- **Available data**:
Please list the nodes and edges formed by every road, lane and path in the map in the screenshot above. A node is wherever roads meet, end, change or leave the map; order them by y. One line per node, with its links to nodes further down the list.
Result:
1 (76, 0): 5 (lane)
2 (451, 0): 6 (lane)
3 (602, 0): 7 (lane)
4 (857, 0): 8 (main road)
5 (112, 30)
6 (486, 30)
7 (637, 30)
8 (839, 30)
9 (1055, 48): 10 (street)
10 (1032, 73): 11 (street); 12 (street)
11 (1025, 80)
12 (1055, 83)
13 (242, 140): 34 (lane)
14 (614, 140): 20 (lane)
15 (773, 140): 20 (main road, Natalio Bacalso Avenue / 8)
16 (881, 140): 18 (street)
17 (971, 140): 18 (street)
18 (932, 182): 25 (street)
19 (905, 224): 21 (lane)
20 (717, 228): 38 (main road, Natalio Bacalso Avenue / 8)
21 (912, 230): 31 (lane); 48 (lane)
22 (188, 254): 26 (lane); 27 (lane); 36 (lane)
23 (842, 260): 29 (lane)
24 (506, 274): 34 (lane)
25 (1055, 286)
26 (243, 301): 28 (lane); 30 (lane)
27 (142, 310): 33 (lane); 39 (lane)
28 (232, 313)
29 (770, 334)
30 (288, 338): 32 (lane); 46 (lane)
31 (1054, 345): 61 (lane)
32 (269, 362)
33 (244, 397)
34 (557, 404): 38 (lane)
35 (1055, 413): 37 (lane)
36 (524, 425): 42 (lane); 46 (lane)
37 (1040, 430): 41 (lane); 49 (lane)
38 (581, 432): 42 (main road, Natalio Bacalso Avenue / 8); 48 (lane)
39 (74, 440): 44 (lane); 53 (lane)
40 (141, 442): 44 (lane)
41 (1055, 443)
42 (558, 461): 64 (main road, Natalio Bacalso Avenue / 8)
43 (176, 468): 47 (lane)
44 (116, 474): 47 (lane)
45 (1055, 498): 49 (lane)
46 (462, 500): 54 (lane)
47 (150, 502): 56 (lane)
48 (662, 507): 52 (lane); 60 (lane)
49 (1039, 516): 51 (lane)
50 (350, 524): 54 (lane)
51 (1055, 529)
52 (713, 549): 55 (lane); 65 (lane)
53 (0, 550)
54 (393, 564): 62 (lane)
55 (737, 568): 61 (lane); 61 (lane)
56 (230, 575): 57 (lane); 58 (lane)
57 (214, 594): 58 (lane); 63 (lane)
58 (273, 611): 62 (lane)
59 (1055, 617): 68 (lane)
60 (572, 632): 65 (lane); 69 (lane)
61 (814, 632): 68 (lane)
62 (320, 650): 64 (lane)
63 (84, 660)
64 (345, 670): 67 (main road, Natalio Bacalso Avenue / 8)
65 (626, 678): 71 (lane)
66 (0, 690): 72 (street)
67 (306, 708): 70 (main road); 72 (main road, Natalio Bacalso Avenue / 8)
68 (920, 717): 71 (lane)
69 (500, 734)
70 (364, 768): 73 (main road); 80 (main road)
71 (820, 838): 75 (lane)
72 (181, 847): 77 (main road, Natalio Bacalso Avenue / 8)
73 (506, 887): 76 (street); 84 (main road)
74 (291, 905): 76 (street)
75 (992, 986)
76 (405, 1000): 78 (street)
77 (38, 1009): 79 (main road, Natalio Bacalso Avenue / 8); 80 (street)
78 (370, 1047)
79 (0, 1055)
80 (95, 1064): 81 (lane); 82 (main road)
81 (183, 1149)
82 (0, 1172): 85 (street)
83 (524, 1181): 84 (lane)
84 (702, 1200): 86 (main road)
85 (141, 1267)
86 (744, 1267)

* * *

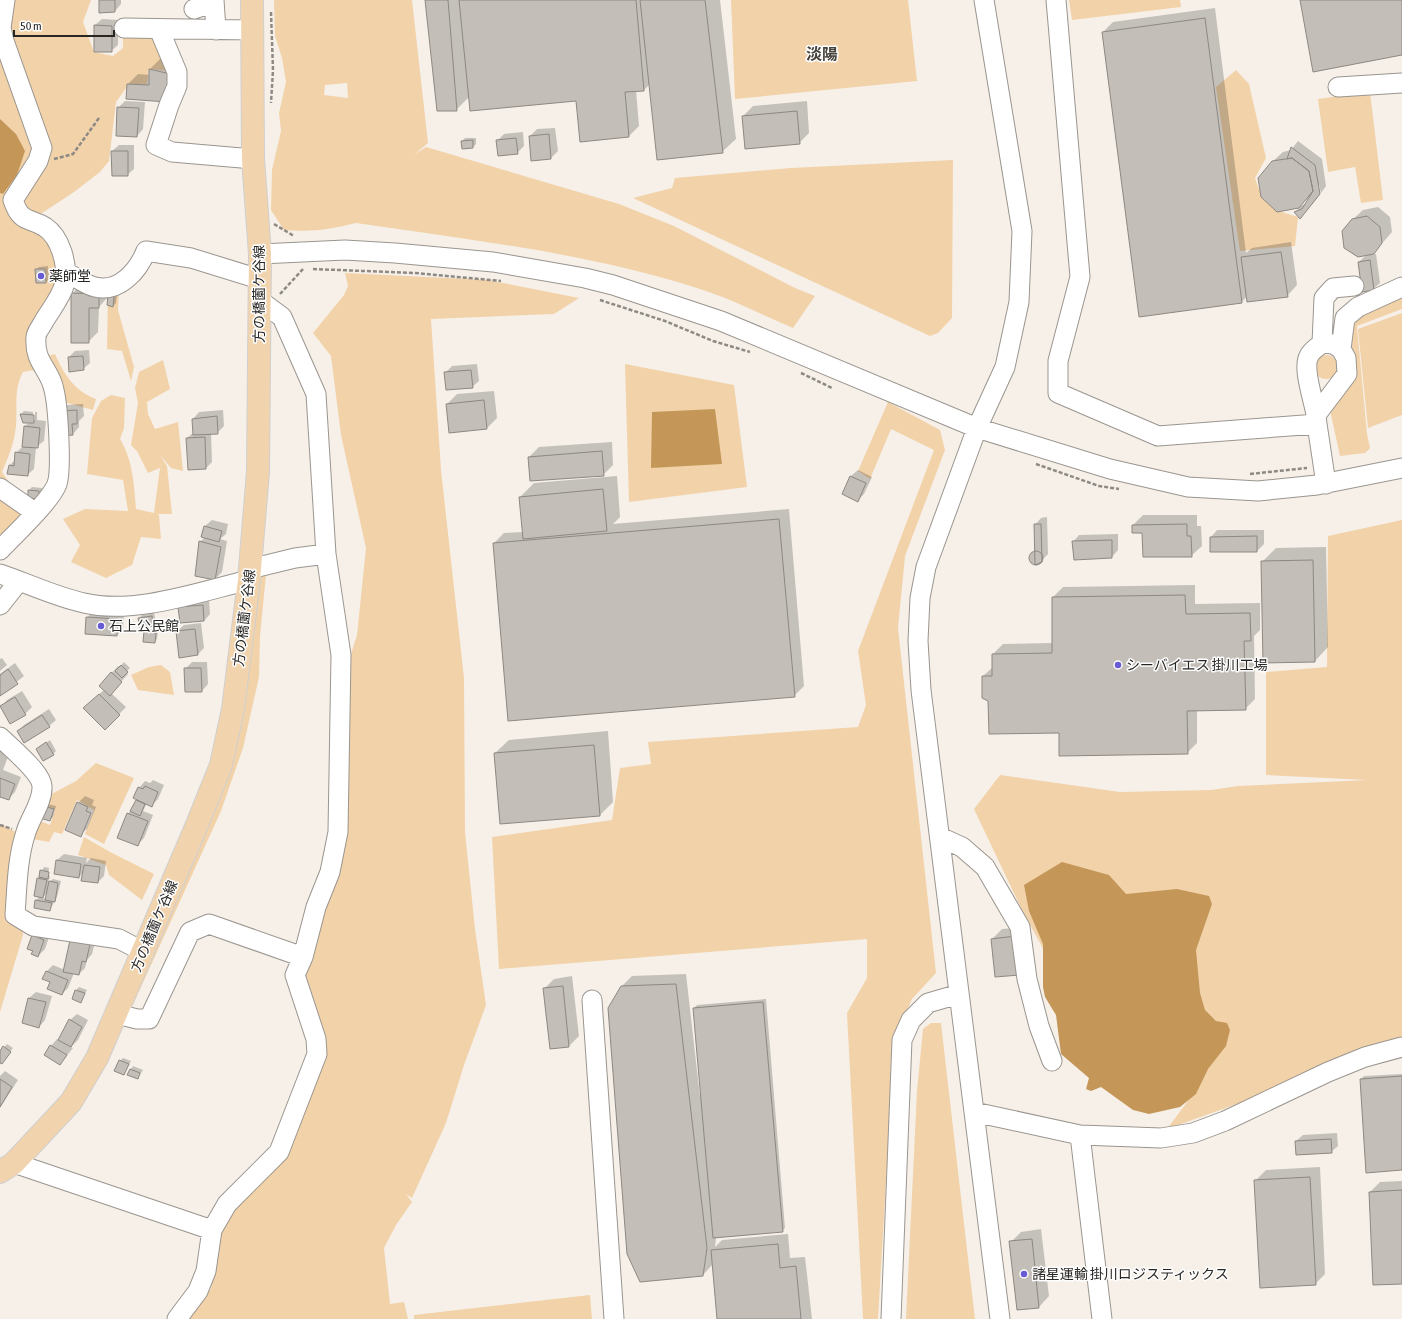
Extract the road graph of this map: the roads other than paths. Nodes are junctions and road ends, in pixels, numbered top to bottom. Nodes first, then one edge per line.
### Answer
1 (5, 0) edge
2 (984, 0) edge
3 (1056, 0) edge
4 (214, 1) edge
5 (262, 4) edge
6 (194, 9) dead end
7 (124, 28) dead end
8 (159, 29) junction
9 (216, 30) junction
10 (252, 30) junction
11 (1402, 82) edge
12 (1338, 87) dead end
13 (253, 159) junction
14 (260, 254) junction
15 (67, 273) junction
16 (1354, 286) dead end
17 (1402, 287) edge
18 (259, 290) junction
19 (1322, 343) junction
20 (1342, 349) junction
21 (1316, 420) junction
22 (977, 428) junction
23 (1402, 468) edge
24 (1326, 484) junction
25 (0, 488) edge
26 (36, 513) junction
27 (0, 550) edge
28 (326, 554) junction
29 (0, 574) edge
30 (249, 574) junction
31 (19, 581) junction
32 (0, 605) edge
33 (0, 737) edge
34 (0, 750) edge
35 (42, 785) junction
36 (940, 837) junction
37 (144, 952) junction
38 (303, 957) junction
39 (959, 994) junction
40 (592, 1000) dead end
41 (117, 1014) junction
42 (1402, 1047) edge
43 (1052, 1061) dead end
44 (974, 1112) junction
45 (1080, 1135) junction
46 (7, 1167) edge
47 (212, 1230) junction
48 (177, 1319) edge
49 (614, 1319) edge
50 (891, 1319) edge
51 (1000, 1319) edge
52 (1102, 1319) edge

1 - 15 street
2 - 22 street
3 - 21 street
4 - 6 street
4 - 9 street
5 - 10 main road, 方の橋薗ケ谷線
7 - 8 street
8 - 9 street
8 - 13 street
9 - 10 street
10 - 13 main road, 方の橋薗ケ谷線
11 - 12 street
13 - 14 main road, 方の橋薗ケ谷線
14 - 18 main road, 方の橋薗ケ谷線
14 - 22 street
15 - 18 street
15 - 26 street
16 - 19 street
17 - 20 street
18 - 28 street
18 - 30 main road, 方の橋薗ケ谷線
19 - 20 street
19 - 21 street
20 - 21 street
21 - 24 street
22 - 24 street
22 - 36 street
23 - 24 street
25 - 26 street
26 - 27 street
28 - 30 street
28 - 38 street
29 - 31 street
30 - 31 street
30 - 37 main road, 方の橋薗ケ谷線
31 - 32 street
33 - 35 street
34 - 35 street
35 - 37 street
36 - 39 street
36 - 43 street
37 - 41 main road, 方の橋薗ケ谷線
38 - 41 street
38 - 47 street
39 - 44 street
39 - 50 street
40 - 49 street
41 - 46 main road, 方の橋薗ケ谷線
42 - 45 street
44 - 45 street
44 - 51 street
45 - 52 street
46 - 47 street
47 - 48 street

- **What is expected**: Go through the data line by line and work out how many lines contain "roads". Give only that number.

- **Answer to this task**: 2